Advertising

Performance Marketing vs Brand Marketing: What’s the Difference?

Performance Marketing vs Brand Marketing: What’s the Difference?

8 Min Read

All marketing has the same goal: to make your target audience aware of your product and, once aware, move them into and down the sales funnel. However, there are a variety of ways to do this from high-level brand marketing to data-focused performance marketing.

Fortunately, there are plenty of ways to measure the success of your marketing approach- and the wealth of reporting available today makes it easier to measure what’s moving the needle for your brand. In this article, we’ll discuss performance marketing vs. brand marketing, and what the benefits are of each.

What Is Performance Marketing?

Performance marketing is a form of advertising focused on specific, measurable outcomes, such as return-on-ad-spend, cost per click, or cost per conversion.

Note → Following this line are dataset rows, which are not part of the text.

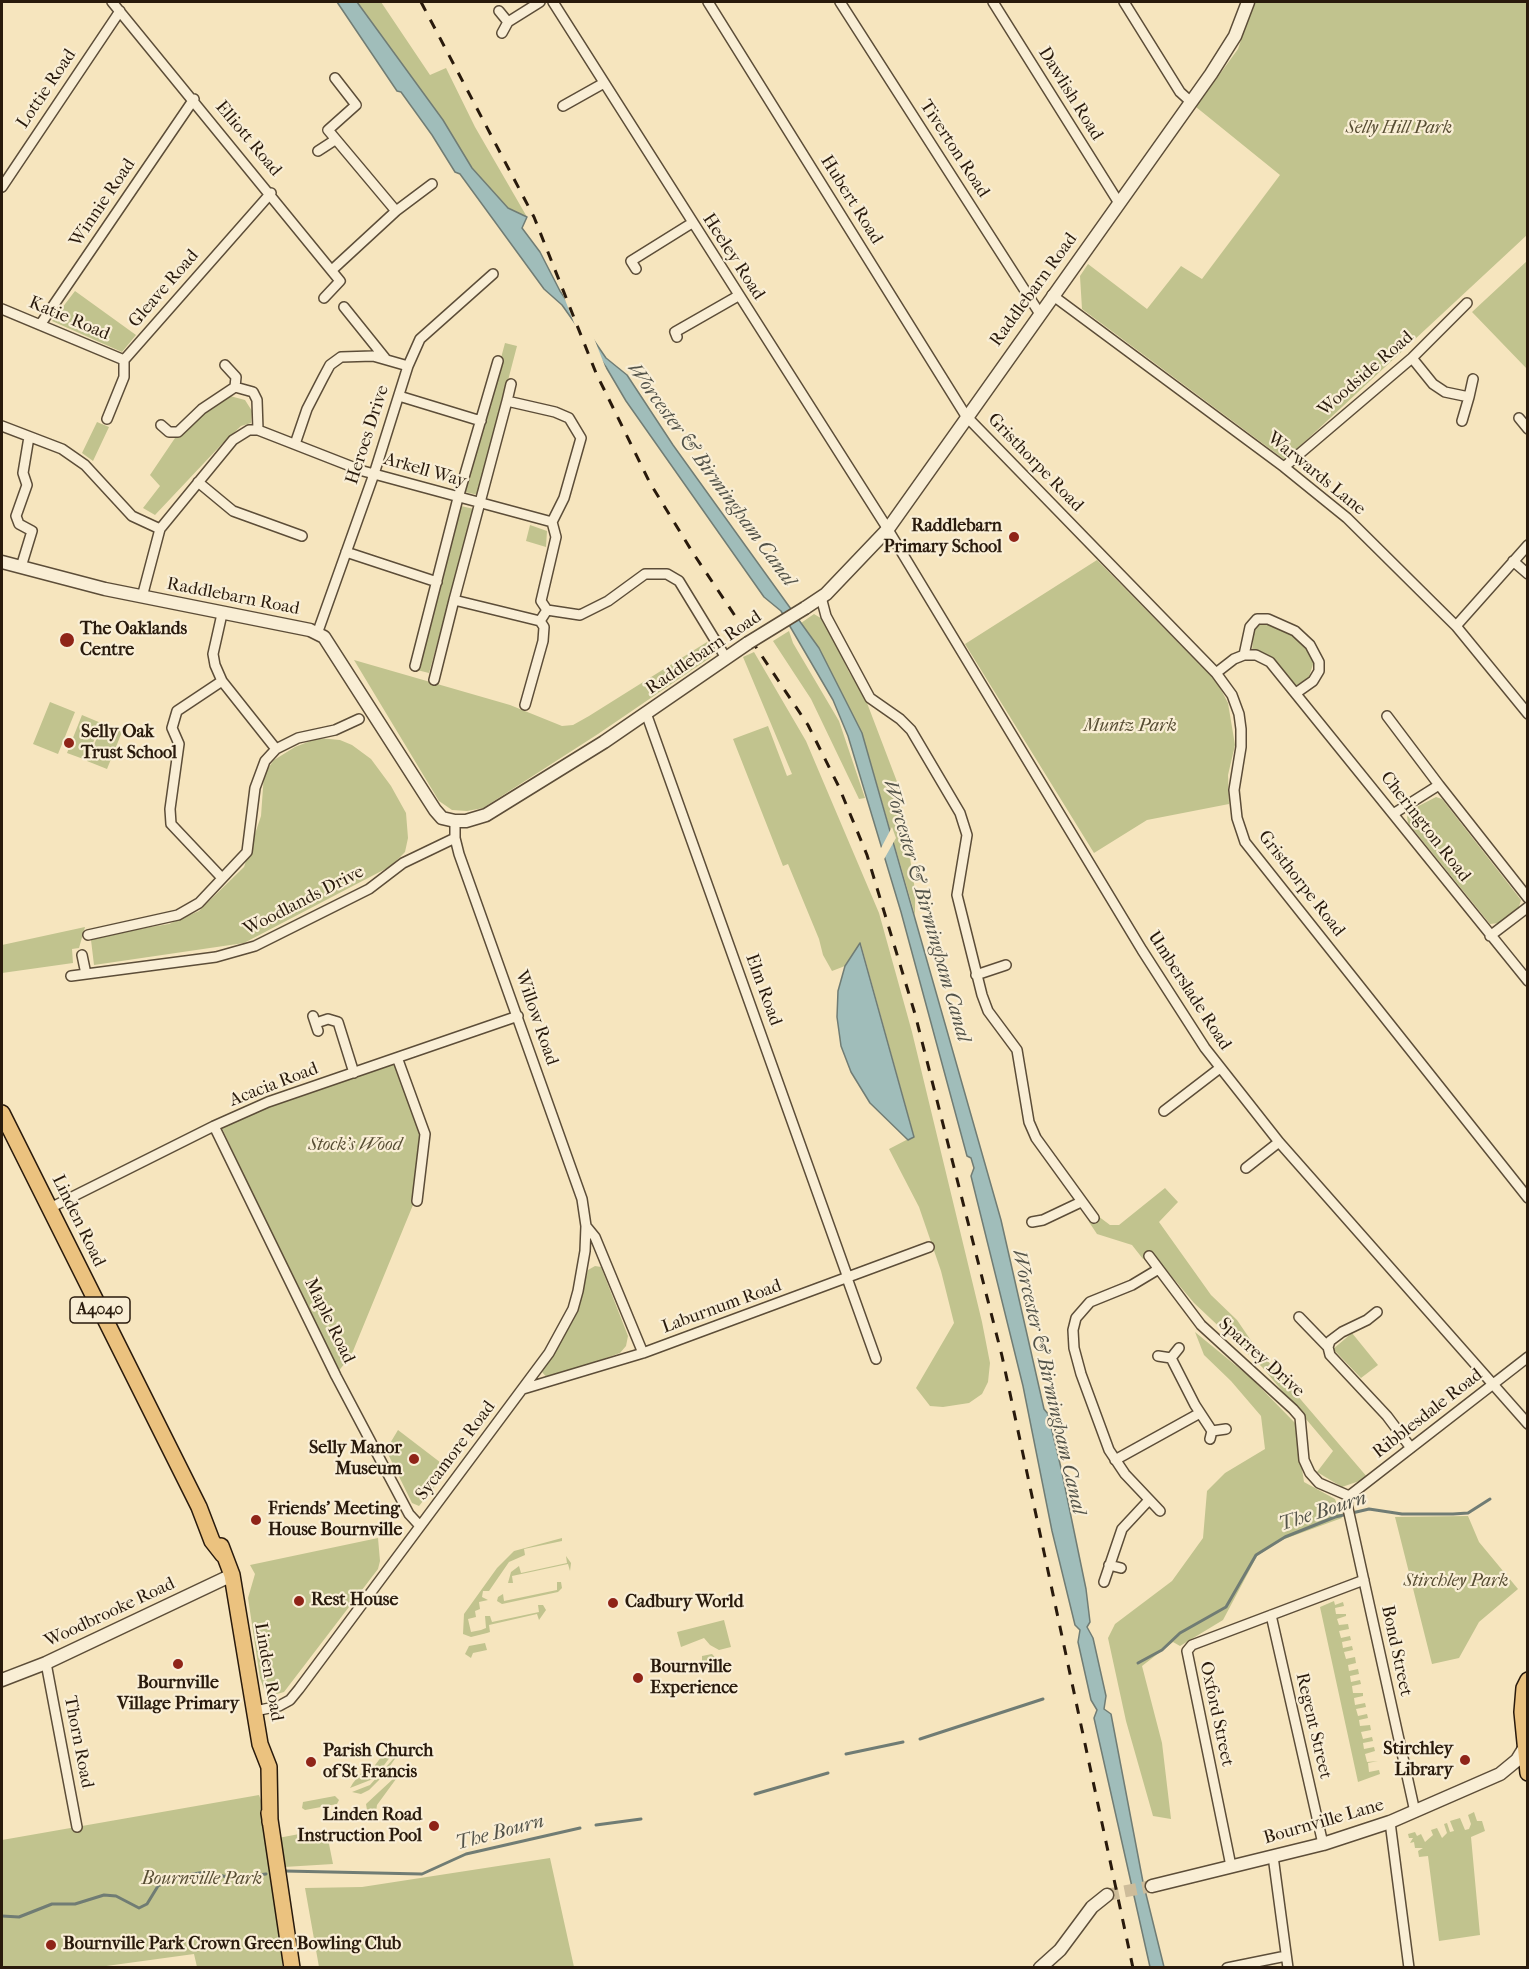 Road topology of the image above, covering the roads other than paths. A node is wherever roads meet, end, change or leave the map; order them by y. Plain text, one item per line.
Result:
1 (112, 2) edge
2 (540, 2) edge
3 (553, 2) edge
4 (708, 2) edge
5 (840, 2) edge
6 (993, 2) edge
7 (1124, 2) edge
8 (1248, 2) edge
9 (120, 11) junction
10 (499, 11) dead end
11 (508, 22) junction
12 (502, 33) dead end
13 (335, 78) dead end
14 (604, 83) junction
15 (194, 99) junction
16 (1191, 102) junction
17 (563, 106) dead end
18 (335, 140) junction
19 (318, 151) dead end
20 (432, 184) dead end
21 (2, 187) edge
22 (271, 193) junction
23 (1119, 203) junction
24 (396, 212) junction
25 (692, 223) junction
26 (636, 269) dead end
27 (332, 270) junction
28 (493, 274) dead end
29 (1052, 295) junction
30 (738, 296) junction
31 (324, 298) dead end
32 (1467, 303) dead end
33 (344, 307) dead end
34 (2, 309) edge
35 (1040, 314) junction
36 (40, 325) junction
37 (677, 337) dead end
38 (385, 358) junction
39 (1412, 358) junction
40 (124, 360) junction
41 (498, 361) dead end
42 (225, 365) dead end
43 (408, 366) junction
44 (1473, 380) dead end
45 (511, 384) dead end
46 (236, 387) junction
47 (399, 396) junction
48 (1469, 397) junction
49 (507, 401) junction
50 (966, 416) junction
51 (1519, 418) dead end
52 (107, 419) dead end
53 (481, 421) junction
54 (1462, 421) dead end
55 (161, 425) dead end
56 (2, 426) edge
57 (1527, 429) edge
58 (258, 430) junction
59 (29, 437) junction
60 (296, 444) junction
61 (1284, 467) junction
62 (374, 474) junction
63 (198, 482) junction
64 (458, 498) junction
65 (481, 504) junction
66 (552, 522) junction
67 (160, 529) junction
68 (888, 529) junction
69 (302, 536) dead end
70 (1527, 545) edge
71 (346, 552) junction
72 (1513, 561) junction
73 (2, 562) edge
74 (21, 567) junction
75 (1527, 574) edge
76 (437, 582) junction
77 (455, 596) junction
78 (142, 597) junction
79 (821, 597) junction
80 (547, 610) junction
81 (222, 614) junction
82 (540, 621) junction
83 (1456, 626) junction
84 (317, 634) junction
85 (1244, 655) junction
86 (726, 658) junction
87 (415, 666) dead end
88 (1216, 673) junction
89 (434, 680) dead end
90 (222, 681) junction
91 (1296, 693) junction
92 (525, 705) dead end
93 (646, 713) junction
94 (1527, 714) edge
95 (1387, 716) dead end
96 (359, 719) dead end
97 (276, 750) junction
98 (1439, 785) junction
99 (1393, 814) junction
100 (455, 821) junction
101 (455, 838) junction
102 (222, 878) junction
103 (1527, 898) edge
104 (1527, 907) edge
105 (88, 935) dead end
106 (1490, 936) junction
107 (82, 955) dead end
108 (1008, 963) dead end
109 (86, 974) junction
110 (976, 975) junction
111 (71, 976) dead end
112 (1527, 981) edge
113 (518, 1016) junction
114 (316, 1023) dead end
115 (398, 1060) junction
116 (1220, 1068) junction
117 (354, 1074) junction
118 (1164, 1111) dead end
119 (2, 1113) edge
120 (214, 1126) junction
121 (1279, 1142) junction
122 (1246, 1168) dead end
123 (1527, 1198) edge
124 (417, 1201) dead end
125 (1081, 1202) junction
126 (50, 1208) junction
127 (1094, 1218) dead end
128 (1043, 1220) junction
129 (1032, 1222) dead end
130 (586, 1226) junction
131 (1046, 1231) dead end
132 (929, 1247) dead end
133 (1149, 1256) dead end
134 (583, 1268) joint
135 (1156, 1270) junction
136 (847, 1278) junction
137 (1377, 1312) dead end
138 (1299, 1317) dead end
139 (1328, 1347) junction
140 (1179, 1348) dead end
141 (643, 1353) junction
142 (1158, 1356) dead end
143 (1171, 1358) junction
144 (1527, 1358) edge
145 (876, 1359) dead end
146 (1492, 1385) junction
147 (523, 1389) junction
148 (1200, 1413) junction
149 (1527, 1424) edge
150 (1226, 1429) dead end
151 (1411, 1448) junction
152 (1115, 1460) junction
153 (1149, 1500) junction
154 (1348, 1500) junction
155 (1160, 1511) dead end
156 (420, 1526) junction
157 (1109, 1565) junction
158 (1121, 1568) dead end
159 (232, 1575) junction
160 (1364, 1580) junction
161 (1104, 1582) dead end
162 (1271, 1615) junction
163 (46, 1663) junction
164 (2, 1680) edge
165 (1527, 1680) edge
166 (255, 1711) junction
167 (1525, 1747) junction
168 (1527, 1773) edge
169 (1500, 1774) junction
170 (1414, 1812) junction
171 (1390, 1822) junction
172 (77, 1827) dead end
173 (1323, 1844) junction
174 (1273, 1856) junction
175 (1231, 1866) junction
176 (1152, 1886) tunnel mouth
177 (1107, 1895) tunnel mouth
178 (1286, 1956) junction
179 (292, 1968) edge
180 (1040, 1968) edge
181 (1227, 1968) edge
182 (1288, 1968) edge
183 (1409, 1968) edge

1 - 9 street, Elliott Road
2 - 11 street
3 - 14 street, Heeley Road
4 - 50 street, Hubert Road
5 - 35 street, Tiverton Road
6 - 23 street, Dawlish Road
7 - 16 street
8 - 16 street, Raddlebarn Road
9 - 15 street, Elliott Road
9 - 21 street, Lottie Road
10 - 11 street
11 - 12 street
13 - 18 street
14 - 17 street
14 - 25 street, Heeley Road
15 - 22 street, Elliott Road
15 - 36 street, Winnie Road
16 - 23 street, Raddlebarn Road
18 - 19 street
18 - 24 street
20 - 24 street
22 - 27 street, Elliott Road
22 - 40 street, Gleave Road
23 - 29 street, Raddlebarn Road
24 - 27 street
25 - 26 street
25 - 30 street, Heeley Road
27 - 31 street
28 - 43 street, Heroes Drive
29 - 35 street, Raddlebarn Road
29 - 61 street, Warwards Lane
30 - 37 street
30 - 68 street, Heeley Road
32 - 39 street, Woodside Road
33 - 38 street
34 - 36 street, Katie Road
35 - 50 street, Raddlebarn Road
36 - 40 street, Katie Road
38 - 43 street
38 - 60 street
39 - 48 street
39 - 61 street, Woodside Road
40 - 52 street
41 - 53 street
42 - 46 street
43 - 47 street, Heroes Drive
44 - 48 street
45 - 49 street
46 - 55 street
46 - 58 street
47 - 53 street
47 - 62 street, Heroes Drive
48 - 54 street
49 - 65 street
49 - 66 street
50 - 68 street, Raddlebarn Road
50 - 88 street, Gristhorpe Road
51 - 57 street
53 - 64 street
56 - 59 street
58 - 60 street, Arkell Way
58 - 63 street
59 - 67 street
59 - 74 street
60 - 62 street, Arkell Way
61 - 83 street, Warwards Lane
62 - 64 street, Arkell Way
62 - 71 street, Heroes Drive
63 - 67 street
63 - 69 street
64 - 65 street, Arkell Way
64 - 76 street
65 - 66 street, Arkell Way
65 - 77 street
66 - 80 street
67 - 78 street
68 - 79 street, Raddlebarn Road
68 - 116 street, Umberslade Road
70 - 72 street
71 - 76 street
71 - 84 street, Heroes Drive
72 - 75 street
72 - 83 street
73 - 74 street, Raddlebarn Road
74 - 78 street, Raddlebarn Road
76 - 87 street
77 - 82 street
77 - 89 street
78 - 81 street, Raddlebarn Road
79 - 86 street, Raddlebarn Road, bridge
79 - 110 street
80 - 82 street
80 - 86 street
81 - 84 street, Raddlebarn Road
81 - 90 street
82 - 92 street
83 - 94 street, Warwards Lane
84 - 100 street, Raddlebarn Road
85 - 88 street
85 - 91 street, Cherington Road
85 - 91 street
86 - 93 street, Raddlebarn Road
88 - 123 street, Gristhorpe Road
90 - 97 street
90 - 102 street
91 - 99 street, Cherington Road
93 - 100 street, Raddlebarn Road
93 - 136 street, Elm Road
95 - 98 street
96 - 97 street
97 - 102 street
98 - 99 street
98 - 103 street
99 - 106 street, Cherington Road
100 - 101 street, Willow Road
101 - 109 street, Woodlands Drive
101 - 113 street, Willow Road
102 - 105 street
104 - 106 street
106 - 112 street, Cherington Road
107 - 109 street
108 - 110 street
109 - 111 street, Woodlands Drive
110 - 125 street
113 - 115 street, Acacia Road
113 - 130 street, Willow Road
114 - 117 street
115 - 117 street, Acacia Road
115 - 124 street
116 - 118 street
116 - 121 street, Umberslade Road
117 - 120 street, Acacia Road
119 - 126 main road, Linden Road / A4040
120 - 126 street, Acacia Road
120 - 156 street, Maple Road
121 - 122 street
121 - 146 street, Umberslade Road
125 - 127 street
125 - 128 street
126 - 159 main road, Linden Road / A4040
128 - 129 street
128 - 131 street
130 - 134 street, Willow Road
130 - 141 street, Willow Road
132 - 136 street, Laburnum Road
133 - 135 street, Sparrey Drive
134 - 147 street, Sycamore Road
135 - 152 street
135 - 154 street, Sparrey Drive
136 - 141 street, Laburnum Road
136 - 145 street, Elm Road
137 - 139 street
138 - 139 street
139 - 151 street
140 - 143 street
141 - 147 street, Laburnum Road
142 - 143 street
143 - 148 street
144 - 146 street, Ribblesdale Road
146 - 149 street, Umberslade Road
146 - 151 street, Ribblesdale Road
147 - 156 street, Sycamore Road
148 - 150 street
148 - 152 street
151 - 154 street, Ribblesdale Road
152 - 153 street
153 - 155 street
153 - 157 street
154 - 160 street, Bond Street
156 - 166 street, Sycamore Road
157 - 158 street
157 - 161 street
159 - 163 street, Woodbrooke Road
159 - 166 main road, Linden Road / A4040
160 - 162 street, Oxford Street
160 - 170 street, Bond Street
162 - 173 street, Regent Street
162 - 175 street, Oxford Street
163 - 164 street, Woodbrooke Road
163 - 172 street, Thorn Road
165 - 167 main road
166 - 179 main road, Linden Road / A4040
167 - 168 main road
167 - 169 street, Bournville Lane
168 - 169 street, Bournville Lane
169 - 170 street, Bournville Lane
170 - 171 street, Bournville Lane
171 - 173 street, Bournville Lane
171 - 183 street
173 - 174 street, Bournville Lane
174 - 175 street, Bournville Lane
174 - 178 street
175 - 176 street, Bournville Lane
177 - 180 street
178 - 181 street
178 - 182 street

Performance marketers are focused on immediate actions from their campaigns and typically determine their KPIs based on the objective of their campaign. Performance marketing is associated with data-driven mediums such as paid search, social, and Connected TV.

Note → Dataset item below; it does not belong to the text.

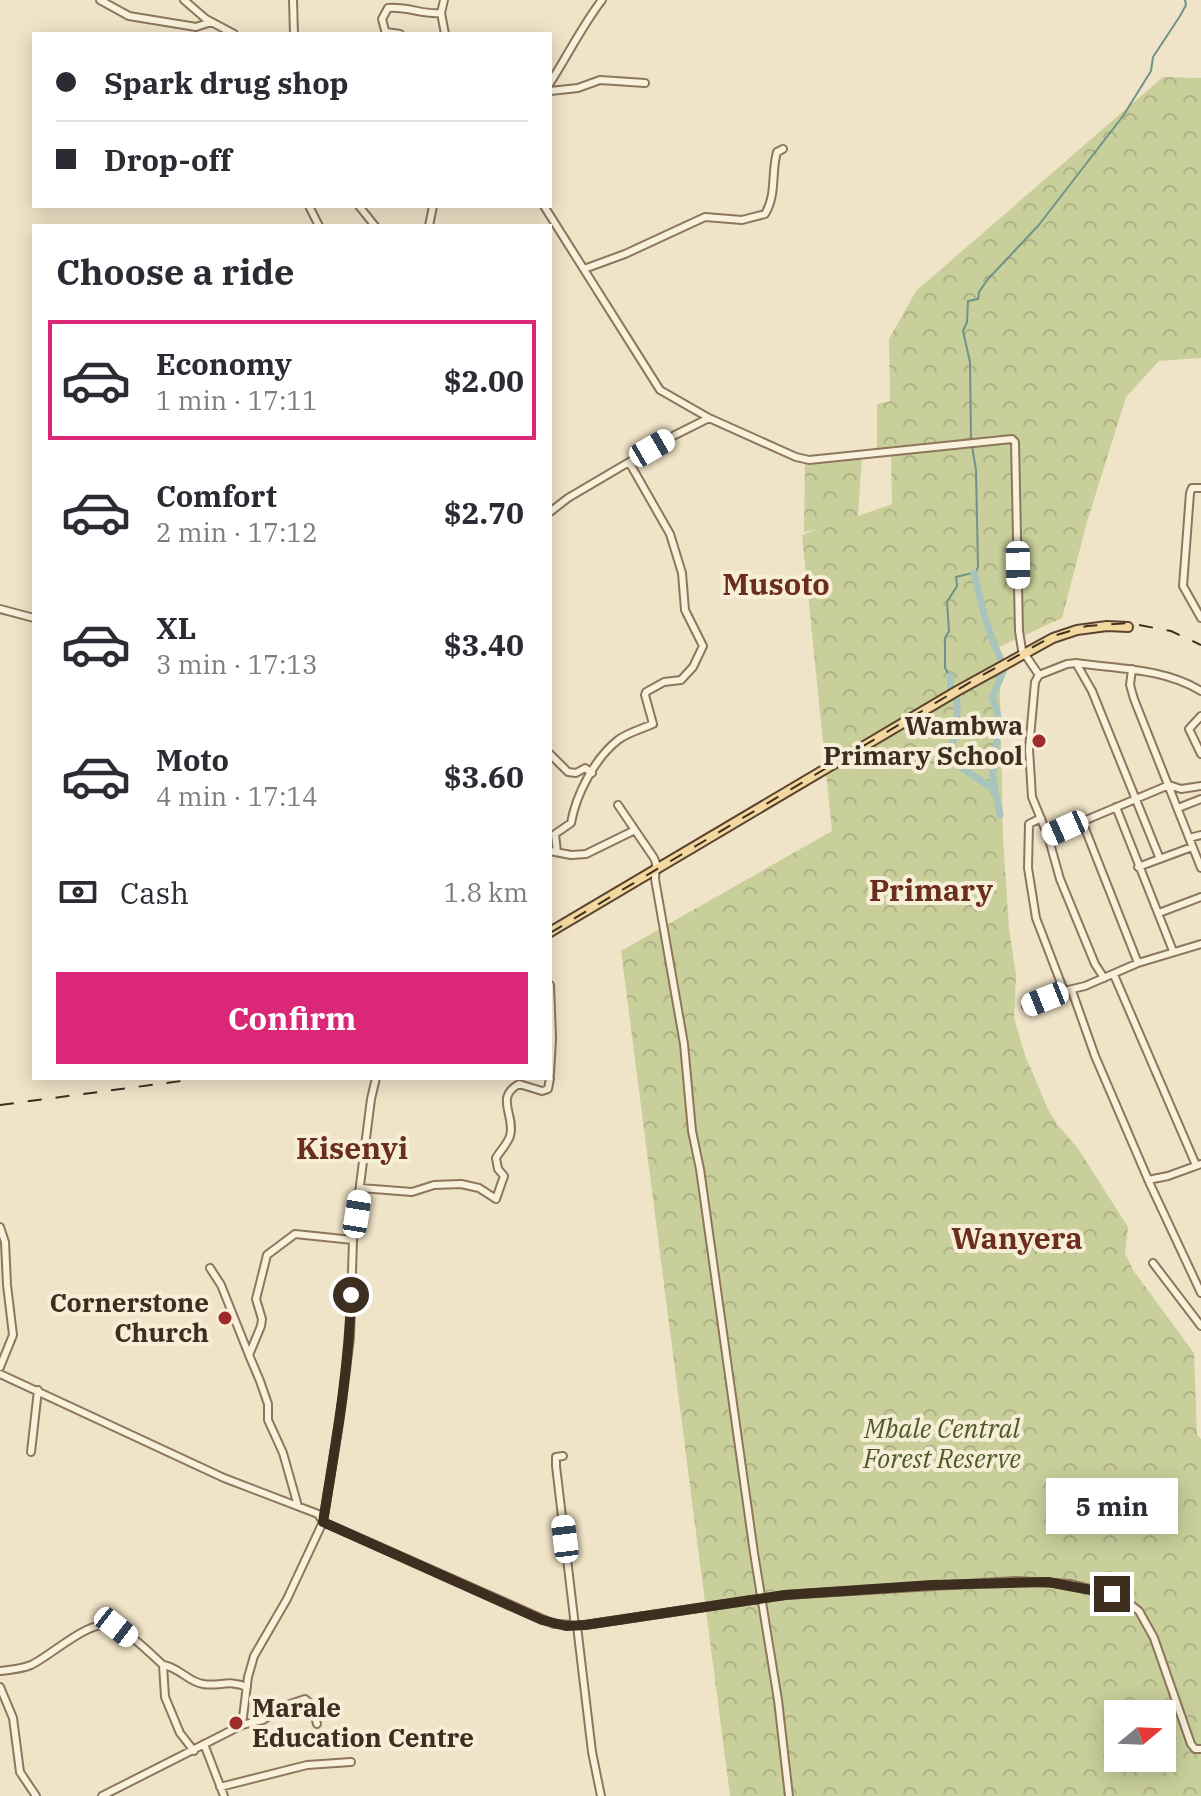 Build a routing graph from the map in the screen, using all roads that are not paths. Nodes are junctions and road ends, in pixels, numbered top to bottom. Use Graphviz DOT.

Importance of Performance Marketing

A good performance marketing strategy is important because it ties direct results to your efforts, making it easy to understand the impact of your marketing budget. It allows brands to make the most of their ad budgets with an efficient strategy that measures the return on the spend. In times of economic uncertainty, performance marketing can help brands justify the use of their marketing dollars and prove the immediate impact of their efforts.

It’s easy to measure the success of your campaign when you have outlined KPIs and clear targets; rather than a high-level awareness play, there are clear numbers that show whether a campaign was a success or not.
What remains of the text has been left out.